Como culminación de tantos desatinos, su hijo Alfonso fue proclamado rey XII de su nombre, gracias al pronunciamiento de un militar traidor y la connivencia de un Gobierno incompetente, si es que no era cómplice de la traición a la República. Este Alfonso XII sufrió dos atentados, uno por cuenta del obrero catalán Juan Oliva Moncasi, el 25 de octubre de 1878, y otro a cargo del industrial gallego Francisco Otero, el 30 de diciembre de 1879. Los dos fallaron en sus propósitos, y en consecuencia fueron ejecutados por medio del garrote vil como culpables del delito de intento de regicidio. Dos trabajadores sin ninguna conexión entre ellos, que actuaron por el deseo de poner fin a la corrompida dinastía borbónica que tantos males había traído a España, desde su llegada con el tontiloco Felipe V.

No se libró su sucesor Alfonso XIII del atentado político, pero igualmente fallido: se diría que los borbones españoles se hallan protegidos por algún poder sobrenatural que sacraliza y vuelve inmunes sus personas. El día de su boda, 31 de mayo de 1906, el anarquista Mateo Morral lanzó una bomba oculta en un ramo de flores contra la carroza real. La trayectoria estaba bien estudiada, pero se desvió al tropezar con el tendido eléctrico y los monarcas quedaron ilesos. El regicida fracasado no poseía ni siquiera una bicicleta para escapar del revuelto escenario, y se marchó a pie hasta Torrejón. Allí fue identificado por un guardia jurado que se consideró juez supremo y lo mató de un disparo. Lo sorprendente del caso es que después volvió el arma contra él mismo y se suicidó.

Otros atentados persiguieron sin éxito al apodado burlonamente por el pueblo Gutiérrez. El 13 de abril de 1913 el llamado Alfonso XIII desfilaba a caballo por la madrileña calle de Alcalá, cuando el joven carpintero barcelonés Rafael Sancho Alegre se le acercó y le disparó tres tiros de pistola que erraron el blanco.
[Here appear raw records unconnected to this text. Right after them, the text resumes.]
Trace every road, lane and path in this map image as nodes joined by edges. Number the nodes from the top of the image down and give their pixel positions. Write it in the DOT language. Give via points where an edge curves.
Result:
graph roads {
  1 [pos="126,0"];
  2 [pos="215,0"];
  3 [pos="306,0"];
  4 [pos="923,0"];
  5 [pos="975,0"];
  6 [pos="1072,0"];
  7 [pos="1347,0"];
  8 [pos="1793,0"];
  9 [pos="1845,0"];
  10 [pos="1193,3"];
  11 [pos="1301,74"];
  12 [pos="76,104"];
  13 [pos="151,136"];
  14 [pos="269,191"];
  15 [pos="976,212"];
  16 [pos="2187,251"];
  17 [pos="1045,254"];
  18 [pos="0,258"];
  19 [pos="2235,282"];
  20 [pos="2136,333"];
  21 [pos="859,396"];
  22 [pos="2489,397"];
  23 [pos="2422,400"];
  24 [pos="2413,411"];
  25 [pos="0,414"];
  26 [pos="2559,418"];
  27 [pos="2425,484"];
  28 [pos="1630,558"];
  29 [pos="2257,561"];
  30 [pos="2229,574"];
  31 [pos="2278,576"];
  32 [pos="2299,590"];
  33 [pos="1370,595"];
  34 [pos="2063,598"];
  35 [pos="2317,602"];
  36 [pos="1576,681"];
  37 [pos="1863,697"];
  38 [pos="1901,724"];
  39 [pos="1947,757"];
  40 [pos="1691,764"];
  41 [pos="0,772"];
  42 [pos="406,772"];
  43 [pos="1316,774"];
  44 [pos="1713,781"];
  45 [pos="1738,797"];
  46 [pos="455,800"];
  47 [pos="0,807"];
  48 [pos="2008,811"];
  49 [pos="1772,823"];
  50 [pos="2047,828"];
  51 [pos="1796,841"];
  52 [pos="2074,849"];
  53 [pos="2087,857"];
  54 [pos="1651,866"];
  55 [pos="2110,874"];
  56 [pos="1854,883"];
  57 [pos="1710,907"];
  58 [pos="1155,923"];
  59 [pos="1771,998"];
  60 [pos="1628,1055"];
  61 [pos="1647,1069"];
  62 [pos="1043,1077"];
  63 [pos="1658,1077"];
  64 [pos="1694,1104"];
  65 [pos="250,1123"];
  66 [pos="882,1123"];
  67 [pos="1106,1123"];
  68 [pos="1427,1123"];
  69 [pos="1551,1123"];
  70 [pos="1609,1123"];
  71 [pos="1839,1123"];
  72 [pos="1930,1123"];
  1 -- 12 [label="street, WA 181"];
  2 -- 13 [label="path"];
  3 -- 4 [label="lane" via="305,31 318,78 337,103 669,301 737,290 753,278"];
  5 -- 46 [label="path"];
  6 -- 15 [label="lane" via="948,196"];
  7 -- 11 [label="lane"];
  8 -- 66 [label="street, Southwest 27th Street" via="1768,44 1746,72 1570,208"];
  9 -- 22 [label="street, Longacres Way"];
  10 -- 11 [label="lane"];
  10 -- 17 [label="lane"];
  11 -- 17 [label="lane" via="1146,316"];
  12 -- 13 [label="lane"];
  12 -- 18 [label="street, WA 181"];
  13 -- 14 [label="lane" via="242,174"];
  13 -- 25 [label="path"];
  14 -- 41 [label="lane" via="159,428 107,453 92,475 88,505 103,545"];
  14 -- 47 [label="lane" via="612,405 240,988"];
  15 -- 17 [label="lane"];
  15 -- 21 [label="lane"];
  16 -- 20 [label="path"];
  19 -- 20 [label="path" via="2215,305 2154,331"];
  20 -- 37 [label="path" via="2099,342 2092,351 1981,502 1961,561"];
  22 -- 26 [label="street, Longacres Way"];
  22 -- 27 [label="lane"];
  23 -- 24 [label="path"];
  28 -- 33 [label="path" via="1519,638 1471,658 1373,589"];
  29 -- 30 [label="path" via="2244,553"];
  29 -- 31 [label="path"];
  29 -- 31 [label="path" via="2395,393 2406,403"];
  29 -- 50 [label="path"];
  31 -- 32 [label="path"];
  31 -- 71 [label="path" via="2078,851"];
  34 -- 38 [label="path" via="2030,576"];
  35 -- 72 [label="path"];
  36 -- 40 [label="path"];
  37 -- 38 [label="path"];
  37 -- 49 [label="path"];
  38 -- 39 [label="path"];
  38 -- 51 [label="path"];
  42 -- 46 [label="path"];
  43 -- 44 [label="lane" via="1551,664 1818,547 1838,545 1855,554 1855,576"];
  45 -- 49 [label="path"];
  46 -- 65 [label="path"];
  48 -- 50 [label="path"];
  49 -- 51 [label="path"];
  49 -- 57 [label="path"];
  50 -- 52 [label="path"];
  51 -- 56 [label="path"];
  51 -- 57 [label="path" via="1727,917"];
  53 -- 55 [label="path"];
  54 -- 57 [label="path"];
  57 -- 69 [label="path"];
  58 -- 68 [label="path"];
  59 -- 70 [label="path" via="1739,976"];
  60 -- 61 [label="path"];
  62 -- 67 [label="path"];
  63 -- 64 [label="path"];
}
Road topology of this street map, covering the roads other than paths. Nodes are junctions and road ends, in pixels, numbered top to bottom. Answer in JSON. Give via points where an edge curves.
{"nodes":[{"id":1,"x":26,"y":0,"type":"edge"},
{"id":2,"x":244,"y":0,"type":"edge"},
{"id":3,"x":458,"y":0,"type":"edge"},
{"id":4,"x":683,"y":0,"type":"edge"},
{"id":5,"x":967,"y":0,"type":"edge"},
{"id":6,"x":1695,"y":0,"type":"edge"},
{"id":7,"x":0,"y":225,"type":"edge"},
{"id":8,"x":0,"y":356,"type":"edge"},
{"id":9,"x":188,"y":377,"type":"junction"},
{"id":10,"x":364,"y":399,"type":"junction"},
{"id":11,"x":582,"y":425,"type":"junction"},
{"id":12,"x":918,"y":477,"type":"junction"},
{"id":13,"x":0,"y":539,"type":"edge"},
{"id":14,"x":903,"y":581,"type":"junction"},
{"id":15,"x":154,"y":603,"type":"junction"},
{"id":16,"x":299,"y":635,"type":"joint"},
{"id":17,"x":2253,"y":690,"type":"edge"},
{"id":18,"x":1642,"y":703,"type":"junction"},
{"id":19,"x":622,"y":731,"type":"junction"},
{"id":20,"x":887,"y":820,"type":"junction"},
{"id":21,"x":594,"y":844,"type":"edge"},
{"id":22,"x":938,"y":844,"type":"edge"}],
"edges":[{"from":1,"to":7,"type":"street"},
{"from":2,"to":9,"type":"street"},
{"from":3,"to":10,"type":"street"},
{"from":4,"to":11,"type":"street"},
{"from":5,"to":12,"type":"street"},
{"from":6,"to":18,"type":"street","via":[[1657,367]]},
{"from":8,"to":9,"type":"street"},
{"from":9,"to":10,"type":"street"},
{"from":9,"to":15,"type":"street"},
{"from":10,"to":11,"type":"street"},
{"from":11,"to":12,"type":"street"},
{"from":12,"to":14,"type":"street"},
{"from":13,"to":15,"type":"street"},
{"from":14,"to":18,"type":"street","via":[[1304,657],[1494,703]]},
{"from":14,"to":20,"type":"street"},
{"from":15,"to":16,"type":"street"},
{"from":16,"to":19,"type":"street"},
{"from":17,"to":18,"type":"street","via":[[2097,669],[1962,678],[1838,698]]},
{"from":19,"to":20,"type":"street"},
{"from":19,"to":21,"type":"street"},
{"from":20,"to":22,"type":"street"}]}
Fue condenado a muerte, al pago de las costas procesales y al decomiso de sus escasos bienes personales. El fallido atentado lo aprovecharon los policías para realizar ilegales detenciones masivas de personas consideradas contrarias a la monarquía.

Sin embargo, al estar en contra del monarca corrupto la mayoría de sus vasallos, en las elecciones municipales del 12 de abril de 1931 le demostraron su repudio. Lo entendió el apodado Gutiérrez y se marchó a embarcar en Cartagena para el exilio, sin ningún apuro porque tenía bien colocados en bancos extranjeros sus capitales expoliados al pueblo.

Aquello que lograron los revolucionarios europeos aquí se estropeó. Sin embargo, los atentados fracasados y la triunfante Gloriosa Revolución demuestran que el pueblo español detesta la borbonidad impuesta inicialmente por el resultado de una guerra, y después por la actuación de dos militares traidores a España y a la palabra empeñada de defenderla. Por eso aquí todavía está pendiente la revolución que ha marcado en otros países la necesaria renovación de sus instituciones políticas. Unas instituciones que no pueden ser calificadas de modernas, puesto que ya la Grecia y la Roma clásicas las pusieron en práctica y con éxito.

La República fue implantada hace veintisiete siglos porque la primitiva monarquía tribal había demostrado su fracaso. No fue aceptada entonces como sistema universal de gobierno, sino que ha ido confirmando su perfección por medio de revoluciones populares. La gran mayoría de las naciones existentes hoy en día son repúblicas: la Organización de las Naciones Unidas está integrada por 165 repúblicas y 19 monarquías con diversos nombres en espera de su revolución. La República es el progreso, la monarquía una rémora social destinada a la extinción total.

Arturo del Villar, Presidente del colectivo republicano tercer milenio.